I’ve seen a lot of (mostly negative) speculation about this. Personally, I don’t think it will make much difference. After all, there are already way too many books available for folks to read in a lifetime. The vast majority of readers buy their books from Wal-Mart, Target, their local grocery store, Barnes & Noble or Amazon.com. They don’t know (and frankly, don’t care) about the hundreds of thousands of other titles available elsewhere, and why should they?

There’s an argument that poor writing/editing quality found in many self-pubbed works will ruin things for those of us lucky enough to have a traditional publisher, as if the experience will somehow put people off reading all together. I don't see why. It would be like sitting through a dreadful movie and deciding you'll never go to the cinema again.

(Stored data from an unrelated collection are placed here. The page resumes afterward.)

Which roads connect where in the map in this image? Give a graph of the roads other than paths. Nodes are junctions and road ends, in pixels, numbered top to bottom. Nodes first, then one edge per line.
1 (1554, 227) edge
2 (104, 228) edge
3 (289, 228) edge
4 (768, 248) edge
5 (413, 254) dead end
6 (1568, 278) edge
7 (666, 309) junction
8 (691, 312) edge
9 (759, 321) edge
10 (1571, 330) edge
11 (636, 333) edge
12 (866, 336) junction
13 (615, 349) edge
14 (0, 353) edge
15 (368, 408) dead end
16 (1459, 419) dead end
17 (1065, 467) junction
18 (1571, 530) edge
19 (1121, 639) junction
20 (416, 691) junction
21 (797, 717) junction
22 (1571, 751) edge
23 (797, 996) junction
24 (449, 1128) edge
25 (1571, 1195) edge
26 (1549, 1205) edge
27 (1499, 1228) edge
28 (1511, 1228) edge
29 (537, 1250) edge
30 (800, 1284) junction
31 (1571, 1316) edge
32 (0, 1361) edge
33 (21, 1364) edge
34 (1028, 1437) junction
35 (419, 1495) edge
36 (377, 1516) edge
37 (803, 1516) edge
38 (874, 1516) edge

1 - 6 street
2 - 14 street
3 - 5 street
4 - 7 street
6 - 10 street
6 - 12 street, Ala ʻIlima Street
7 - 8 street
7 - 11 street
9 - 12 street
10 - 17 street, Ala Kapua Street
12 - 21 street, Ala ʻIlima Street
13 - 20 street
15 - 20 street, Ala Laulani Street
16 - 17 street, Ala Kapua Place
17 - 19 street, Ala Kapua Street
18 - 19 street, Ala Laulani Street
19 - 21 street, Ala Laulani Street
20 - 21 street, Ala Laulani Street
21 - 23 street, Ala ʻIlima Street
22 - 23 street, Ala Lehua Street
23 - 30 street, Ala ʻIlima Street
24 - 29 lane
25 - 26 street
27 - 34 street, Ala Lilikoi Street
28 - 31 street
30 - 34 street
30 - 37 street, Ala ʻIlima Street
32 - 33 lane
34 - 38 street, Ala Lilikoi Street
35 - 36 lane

Besides, it’s not like the folks who buy those books are going to buy one less elsewhere as a result. I imagine most people who buy a self-pubbed novel only do so because they know the author in some way (the same probably goes for many traditionally published authors whose work doesn't grace the shelves at the likes of Barnes & Noble).

When I look at the industry as a whole, I really can’t see all these extra publishing options changing things much. Sure, lots of folks now have e-readers, but like their audio counterparts, e-Books are still books. I suspect the sad truth of it is that, regardless of format, most people haven’t even noticed the upsurge in the number of titles available to them.

When I’m browsing the shelves or scanning a website, I’m not thinking about where else I could go to buy a book. I want it find it ‘here’ - whatever the ‘it’ and wherever that ‘here’ may be (even when I don’t know what I’m looking for).

The extra titles available these days make advertising and positive word of mouth more important now than ever before, but they’ve always played a major role in a book’s success or failure, especially to an unknown – and by ‘unknown’ I mean ‘unknown to the potential reader’.

Personally, while getting a traditional print contract is probably harder today than it ever was, I don’t see the publishing industry collapsing any time soon.


How about you?

How do you think the increasing number of published books will affect the industry?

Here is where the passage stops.